Poor credit or a short credit history can make it difficult to get the kind of credit card you want. All hope is not lost, though. You can work your way up to a credit card with the kinds of rewards and perks you want by building your credit with a secured credit card.

A lower credit score typically signals to card issuers that issuing you a card may be risky for them. To mitigate this risk, they require security deposits. Once you’ve raised your credit score, it’ll be time to move on from a secured credit card and get your secured card deposit back.

Do I get my deposit back from a secured credit card?

You will get your secured credit card deposit back after the account is closed. Once you’ve increased your credit score with your secured card, you can simply close the secured card account — but you need to understand the risks first. Closing your credit card will increase your credit utilization ratio and may temporarily lower your credit score. If you prefer to avoid that, consider having your secured credit card upgraded to an unsecured credit card with your card issuer. You will still get your security deposit back since the original account will be closed.

However, some issuers may refund your deposit after a periodic account review for positive credit use. These account reviews search for on-time payments, spending within your credit limit and keeping your account in good standing. Depending on the issuer, these account reviews may begin within your first year with the card, but the shortest periods are typically after just six or seven months with your card.

When do you get your secured credit card deposit back?

When the time comes for you to close your secured credit card account or upgrade your secured credit card to an unsecured card, the issuer will return your secured credit card deposit. The funds from your deposit typically are returned in the form of a check, a statement credit or funds issued directly into your bank account.

How your funds are returned, and the time it takes to get them back depends on the issuer. For example, with the Capital One Platinum Secured Credit Card, security deposits are returned as a statement credit within two billing cycles once your credit card is upgraded to an unsecured card. Other secured credit cards like the Citi® Secured Mastercard® take up to 30 days to return your security deposit in the form of a check.

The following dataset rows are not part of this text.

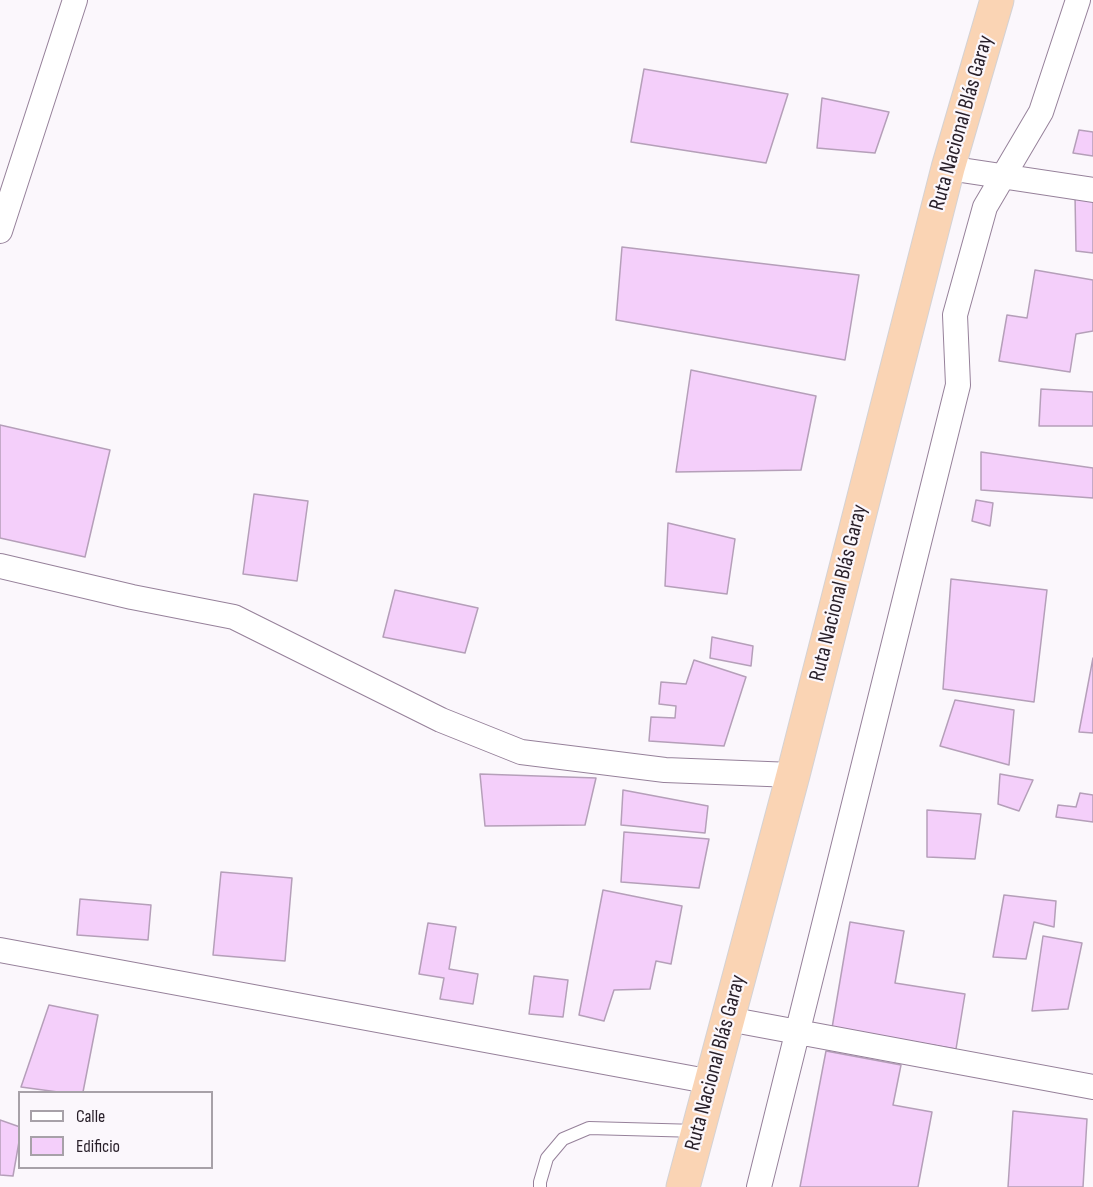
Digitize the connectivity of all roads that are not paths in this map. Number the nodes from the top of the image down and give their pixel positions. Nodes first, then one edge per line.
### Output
1 (75, 0) edge
2 (997, 0) edge
3 (1078, 0) edge
4 (948, 168) junction
5 (1003, 176) junction
6 (1093, 190) edge
7 (0, 231) edge
8 (0, 566) edge
9 (793, 775) junction
10 (0, 950) edge
11 (728, 1019) junction
12 (797, 1033) junction
13 (712, 1082) junction
14 (1093, 1087) edge
15 (699, 1131) junction
16 (540, 1187) edge
17 (683, 1187) edge
18 (759, 1187) edge

1 - 7 street
2 - 4 highway, Ruta Nacional Blás Garay
3 - 5 street
4 - 5 street
4 - 9 highway, Ruta Nacional Blás Garay
5 - 6 street
5 - 12 street
8 - 9 street
9 - 11 highway, Ruta Nacional Blás Garay
10 - 13 street
11 - 12 street
11 - 13 highway, Ruta Nacional Blás Garay
12 - 14 street
12 - 18 street
13 - 15 highway, Ruta Nacional Blás Garay
15 - 16 lane
15 - 17 highway, Ruta Nacional Blás Garay

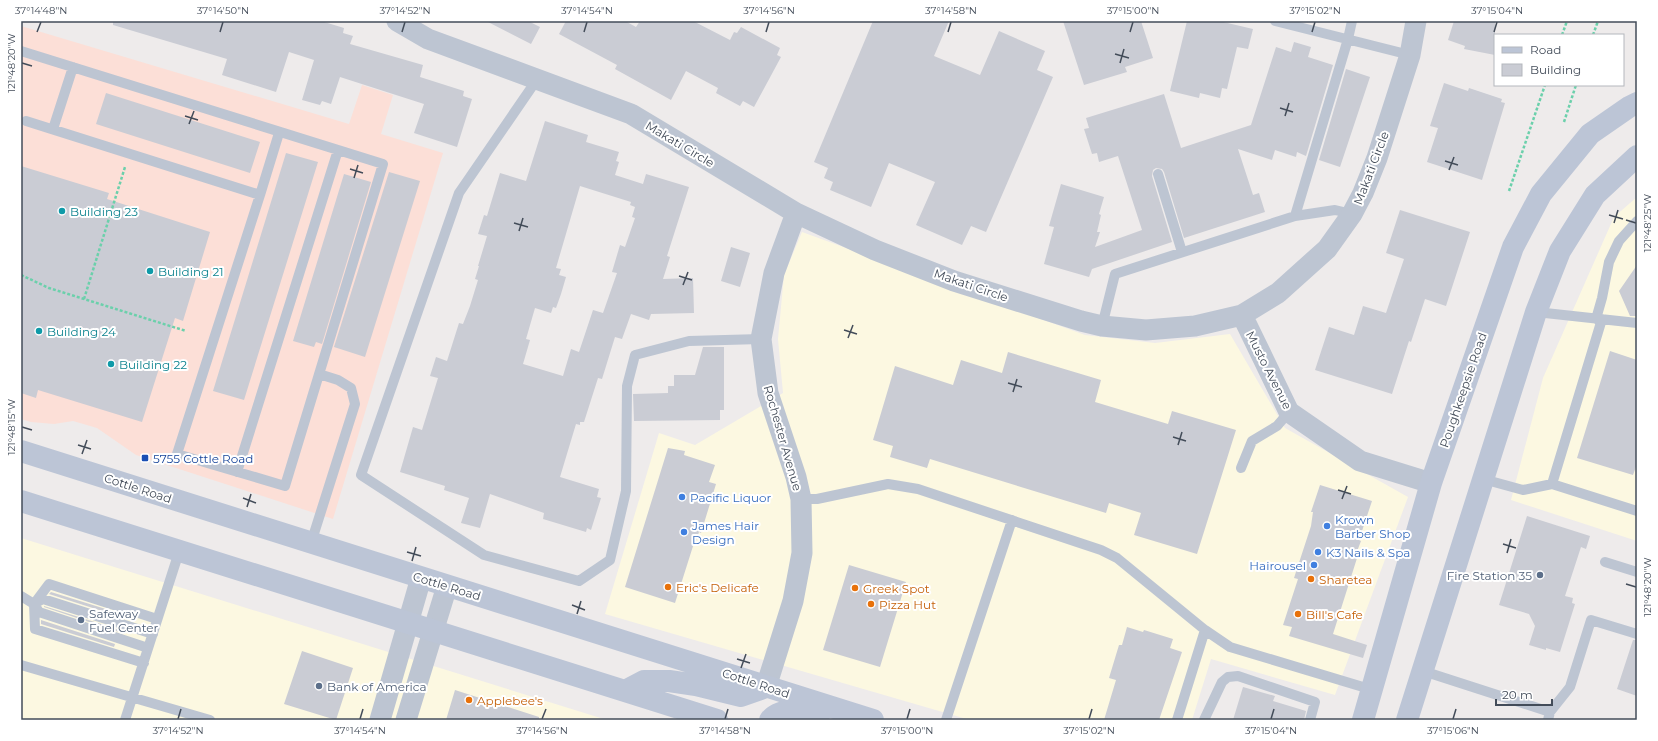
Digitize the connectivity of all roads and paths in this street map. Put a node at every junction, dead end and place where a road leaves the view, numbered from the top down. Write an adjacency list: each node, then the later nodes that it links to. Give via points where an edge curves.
1 (397, 21): 13 (street, Makati Circle, via 428,39)
2 (1274, 21): 9 (lane)
3 (1352, 21): 9 (lane)
4 (1416, 21): 11 (street, Makati Circle)
5 (1567, 21): 7 (path)
6 (1598, 21): 8 (path)
7 (1562, 34)
8 (1593, 34)
9 (1348, 39): 11 (lane); 29 (lane)
10 (21, 51): 12 (lane)
11 (1410, 55): 28 (street, Makati Circle, via 1377,158)
12 (73, 68): 19 (lane); 20 (lane)
13 (538, 78): 27 (street, Makati Circle, via 631,114); 40 (lane, via 459,193 362,475 484,555 578,581 610,560 626,491 628,386 635,355 689,341)
14 (1545, 86): 25 (path)
15 (1576, 86): 18 (path)
16 (1637, 103): 47 (main road, Poughkeepsie Road, via 1590,134 1538,201 1512,247)
17 (26, 121): 19 (lane)
18 (1564, 122)
19 (53, 129): 22 (lane)
20 (279, 132): 21 (lane); 26 (lane)
21 (338, 150): 41 (lane, via 383,164); 45 (lane)
22 (129, 153): 26 (lane); 33 (path)
23 (1637, 156): 34 (main road, via 1595,195 1560,251)
24 (1158, 174): 31 (lane)
25 (1509, 191)
26 (260, 195): 45 (lane, via 177,454)
27 (796, 213): 38 (street, Makati Circle, via 876,250 954,281); 40 (street, Rochester Avenue, via 774,273)
28 (1352, 214): 29 (lane, via 1335,210); 35 (street, Makati Circle, via 1327,249 1278,293)
29 (1295, 216): 31 (lane)
30 (1637, 221): 36 (lane, via 1619,241 1609,262)
31 (1182, 252): 38 (lane, via 1115,274)
32 (21, 275): 33 (path, via 49,288)
33 (84, 299): 39 (path)
34 (1536, 312): 36 (lane); 46 (main road)
35 (1242, 315): 38 (street, Makati Circle, via 1195,326 1146,330); 42 (street, Musto Avenue)
36 (1599, 319): 37 (lane); 48 (lane)
37 (1637, 323)
38 (1102, 326)
39 (186, 331)
40 (761, 339): 49 (street, Rochester Avenue, via 768,393 796,477)
41 (319, 374): 45 (lane, via 285,486); 53 (lane, via 338,380 351,388 355,404)
42 (1289, 412): 44 (lane, via 1277,426 1252,441); 47 (street, Musto Avenue, via 1360,461)
43 (21, 451): 53 (main road, Cottle Road)
44 (1241, 468)
45 (237, 472)
46 (1483, 479): 48 (lane, via 1523,490); 70 (main road)
47 (1431, 483): 72 (main road, Poughkeepsie Road)
48 (1552, 484): 51 (lane)
49 (801, 500): 52 (lane, via 818,499 888,484 918,489); 71 (street, Rochester Avenue, via 802,553 793,601)
50 (21, 502): 54 (main road)
51 (1637, 510)
52 (1012, 520): 63 (lane, via 1102,550 1117,558); 84 (lane)
53 (311, 543): 57 (main road, Cottle Road)
54 (179, 552): 61 (lane); 62 (main road)
55 (1605, 562): 56 (lane)
56 (1637, 572)
57 (421, 578): 58 (main road, Cottle Road); 62 (street)
58 (447, 586): 64 (street); 71 (main road, Cottle Road)
59 (21, 596): 60 (lane)
60 (34, 604): 61 (lane, via 49,584); 65 (lane, via 43,599); 67 (lane, via 39,612); 68 (lane, via 35,629)
61 (157, 620): 65 (lane)
62 (408, 624): 64 (main road); 78 (street)
63 (1205, 630): 72 (lane, via 1230,647); 85 (lane)
64 (433, 632): 73 (main road); 79 (street)
65 (153, 634): 67 (lane)
66 (1637, 634): 75 (lane, via 1591,620 1570,687)
67 (148, 648): 68 (lane)
68 (144, 663): 74 (lane)
69 (21, 665): 74 (lane)
70 (1423, 671): 75 (lane); 89 (main road)
71 (766, 687): 73 (main road, via 741,696 696,685 644,681); 83 (main road, Cottle Road)
72 (1373, 690): 88 (main road, Poughkeepsie Road)
73 (625, 691): 80 (main road)
74 (133, 697): 76 (lane); 77 (lane)
75 (1549, 716)
76 (125, 720)
77 (210, 720)
78 (380, 720)
79 (406, 720)
80 (717, 720)
81 (770, 720): 82 (main road, via 792,710)
82 (861, 720)
83 (873, 720)
84 (946, 720)
85 (1177, 720)
86 (1204, 720): 87 (lane, via 1222,682 1228,677 1238,676 1315,702)
87 (1310, 720)
88 (1363, 720)
89 (1407, 720)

How to get your secured credit card deposit refunded

Once you’re ready to upgrade to an unsecured credit card or close your secured credit card account, starting the process is simple. Reach out to your secured credit card issuer and follow these steps:

  • Contact your credit card issuer. Reach out to your credit card issuer and find out what your options are for your secured credit card account. If there are options to upgrade your secured credit card account to an unsecured one with your issuer, work with them to find out what your next steps would be. If not, start to shop around for a new unsecured credit card.
  • Submit your information to your card issuer. No matter what options your credit card company offers, when you close your secured credit card account, you’ll get your deposit back. To do this, you’ll need to submit your information to the secured card issuer so they can issue a refund directly to your bank account, send you a check or issue a statement credit to your new unsecured credit card.
  • Shop around. If your secured credit card issuer doesn’t offer any unsecured options that suit your needs, start your search for a new unsecured credit card.
  • Get your deposit back. Once your account is closed, and your issuer is sure there aren’t any other charges that will be posted to your account, your deposit will be returned to you. This process usually takes 30 to 90 days, but varies by issuer. If you haven’t heard from your issuer within this time frame, reach out to find out the status of your deposit.

When to upgrade to an unsecured credit card

A secured credit card is a great way to help you reach your credit goals. To hit your credit score goals, you should keep your secured credit card for about a year. During this time, stay diligent about paying your credit card bills on time, completely paying off your card balance and keeping your credit utilization ratio as low as possible. Once you’ve hit those goals and raised your credit score, it may be time to upgrade to an unsecured credit card.

Whether or not you can upgrade your secured credit card directly to an unsecured credit card depends on what credit cards the issuer offers. If your goal is to upgrade your secured card to an unsecured card directly with your credit card issuer, look into cards like the Discover it® Secured Credit Card. This card has a minimum deposit of $200, you’ll earn 2 percent cash back on gas stations and restaurants up to $1,000 in combined spending per quarter (1 percent thereafter) and you may be able to upgrade it to the Discover it® Cash Back.

The bottom line

There is a lot of misinformation floating around about secured credit cards, including what happens to your deposit after you’ve moved on from a secured credit card account. The truth is that secured credit cards are a great way to help consumers build credit, and as long as your account is in good standing, you’ll get your secured credit card security deposit back when you’ve closed the secured credit card or upgraded to one of your issuer’s unsecured credit cards.

However, if your secured credit card is your first card (and therefore your oldest account), closing it could impact your credit score by reducing your accounts’ average length of credit history. For this reason, it may also be worth considering a no-annual-fee secured card account that you can easily maintain and keep open rather than close outright — by either upgrading to an unsecured counterpart or receiving a refund following an account review for positive use.